Rights and Accountability 20 November 2025

Nadav Zafrir, an Israeli spy who is now a tech guru. (Steve Jennings / Wikimedia Commons)
Snooping on Palestinians is a springboard to a lucrative career.
Nadav Zafrir – a guru in Tel Aviv’s tech scene – offers a textbook example of how spies can make a killing.
Zafrir has gone from commanding Unit 8200 – an elite division in Israel’s military focused on electronic espionage – to leading Check Point, a big success story in the business known as cybersecurity.
One element of his rise which has received scant attention is that he has been helped along the way by the European Union.
In 2020, the Brussels bureaucracy issued a research grant worth more than $2.5 million to Illusive Networks, a firm then chaired by Zafrir. Illusive Networks had developed what it called a “solution that allows early detection of cyber attacks” and the grant was explicitly aimed at enabling the firm to “expand into the EU market.”
As “ethics checks” for EU-funded research projects involve little more than box-ticking, it is a safe bet that Brussels officials did not raise objections to Unit 8200’s activities before approving the grant.
The sinister nature of those activities was summarized in a 2014 letter signed by a few dozen of its veterans.
“The Palestinian population under military rule is completely exposed to espionage and surveillance by Israeli intelligence,” the letter reads. “While there are severe limitations on the surveillance of Israeli citizens, the Palestinians are not afforded this protection.”
A state which discriminates based on race or ethnicity is by definition an apartheid state. Although the 2014 letter did not use the word “apartheid,” the practices it described certainly fit the definition of apartheid.
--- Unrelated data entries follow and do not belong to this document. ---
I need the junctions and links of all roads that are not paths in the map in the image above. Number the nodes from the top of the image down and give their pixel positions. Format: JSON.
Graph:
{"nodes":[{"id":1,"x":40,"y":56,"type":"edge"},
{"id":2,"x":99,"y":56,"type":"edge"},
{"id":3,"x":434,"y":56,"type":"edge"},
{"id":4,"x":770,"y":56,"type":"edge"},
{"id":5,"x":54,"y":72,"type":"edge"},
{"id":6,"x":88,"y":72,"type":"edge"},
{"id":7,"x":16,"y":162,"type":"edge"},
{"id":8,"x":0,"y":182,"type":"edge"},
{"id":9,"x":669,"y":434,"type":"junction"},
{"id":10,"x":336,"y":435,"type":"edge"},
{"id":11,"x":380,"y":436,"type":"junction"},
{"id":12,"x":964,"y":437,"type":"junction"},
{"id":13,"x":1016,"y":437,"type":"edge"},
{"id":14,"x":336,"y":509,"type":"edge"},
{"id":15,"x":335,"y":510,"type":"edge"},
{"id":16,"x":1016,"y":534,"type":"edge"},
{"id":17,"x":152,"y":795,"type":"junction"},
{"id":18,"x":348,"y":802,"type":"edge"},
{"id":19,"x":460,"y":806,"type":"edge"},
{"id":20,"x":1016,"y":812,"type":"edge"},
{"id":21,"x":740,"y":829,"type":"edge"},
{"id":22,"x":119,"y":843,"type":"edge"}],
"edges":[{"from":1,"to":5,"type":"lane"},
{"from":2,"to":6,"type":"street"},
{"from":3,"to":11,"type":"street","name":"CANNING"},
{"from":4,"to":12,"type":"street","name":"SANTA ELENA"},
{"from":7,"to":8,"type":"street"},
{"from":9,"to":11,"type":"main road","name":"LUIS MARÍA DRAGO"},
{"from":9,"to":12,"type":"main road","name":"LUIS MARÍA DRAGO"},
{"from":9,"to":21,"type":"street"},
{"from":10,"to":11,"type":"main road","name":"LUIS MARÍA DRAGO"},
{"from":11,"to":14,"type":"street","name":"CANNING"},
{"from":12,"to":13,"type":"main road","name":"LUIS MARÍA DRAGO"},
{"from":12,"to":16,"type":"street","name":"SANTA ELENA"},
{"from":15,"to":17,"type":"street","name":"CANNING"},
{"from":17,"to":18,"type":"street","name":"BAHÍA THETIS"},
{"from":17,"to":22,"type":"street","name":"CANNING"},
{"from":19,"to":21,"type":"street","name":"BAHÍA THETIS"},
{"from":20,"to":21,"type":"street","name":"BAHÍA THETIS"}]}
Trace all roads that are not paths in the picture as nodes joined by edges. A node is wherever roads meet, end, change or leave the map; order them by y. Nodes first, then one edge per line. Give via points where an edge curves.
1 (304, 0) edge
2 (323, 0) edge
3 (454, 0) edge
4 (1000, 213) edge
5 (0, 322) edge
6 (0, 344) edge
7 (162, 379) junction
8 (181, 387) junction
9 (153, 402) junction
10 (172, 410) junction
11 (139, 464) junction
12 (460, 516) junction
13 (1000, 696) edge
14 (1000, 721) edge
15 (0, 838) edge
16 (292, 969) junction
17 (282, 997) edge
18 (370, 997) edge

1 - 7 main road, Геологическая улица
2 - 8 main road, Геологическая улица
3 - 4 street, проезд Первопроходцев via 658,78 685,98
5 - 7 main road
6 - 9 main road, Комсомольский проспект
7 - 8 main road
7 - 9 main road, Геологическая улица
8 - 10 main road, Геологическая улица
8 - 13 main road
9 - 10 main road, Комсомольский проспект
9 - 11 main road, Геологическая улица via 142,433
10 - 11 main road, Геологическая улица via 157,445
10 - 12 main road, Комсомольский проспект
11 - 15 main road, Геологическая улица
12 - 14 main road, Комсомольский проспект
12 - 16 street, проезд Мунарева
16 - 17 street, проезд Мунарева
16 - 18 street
Those practices did not materialize overnight. As Nadav Zafrir was head of Unit 8200 from 2009 to 2013, he had definitely practiced apartheid – a crime against humanity, according to the International Criminal Court.
By issuing a research grant to his firm, the EU was rewarding a spy chief who had served an apartheid system.
Ireland’s dereliction of duty
Profiles of Zafrir in the mainstream press do not call out his crimes. Rather, they celebrate how he has an “X factor” and how he has been offered a “compensation” package worth more than $15 million for 2025.
Since he joined Check Point as CEO last year – a time when his old buddies in the Israeli military were busy inflicting a genocide on Gaza – he has garnered numerous favorable headlines.
Check Point is consolidating its position by either snatching rivals or teaming up with them.
A partnership accord has been inked, for example, between Check Point and another Tel Aviv firm Wiz. “Check Point’s cloud network security tools will be merged into Wiz’s cloud security platform,” The Times of Israel informed its readers in February.
Technology reporters may get excited by what’s happening in the clouds. Back on the ground, activists are raising awareness about Check Point’s inextricable links to Israel’s military.
In Ireland, a protest against Check Point last month grabbed some media attention. It involved a disruption of a promotional event organized by Check Point and featuring a speech from the former rugby international Brian O’Driscoll, who is regarded as a hero to many following that sport.
The group behind the protest – Your Tech = Their Deaths – is rightly sounding the alarm about Irish companies and public authorities which use Check Point’s software.
I contacted the Office of the Director of Public Prosecutions (DPP) in Dublin following reports that it had renewed a contract relating to Check Point technology over the past few weeks. The DPP’s office replied that it “does not comment on any arrangements related to cybersecurity.”
Ireland is a country still grappling with the effects of colonization. Overcoming those effects requires not only the unification of the island but a willingness to stand up for oppressed peoples around the world.
Defending Palestinian rights – through action, not just rhetoric – is surely a moral duty for Ireland. Handing over money to Check Point is a dereliction of that duty.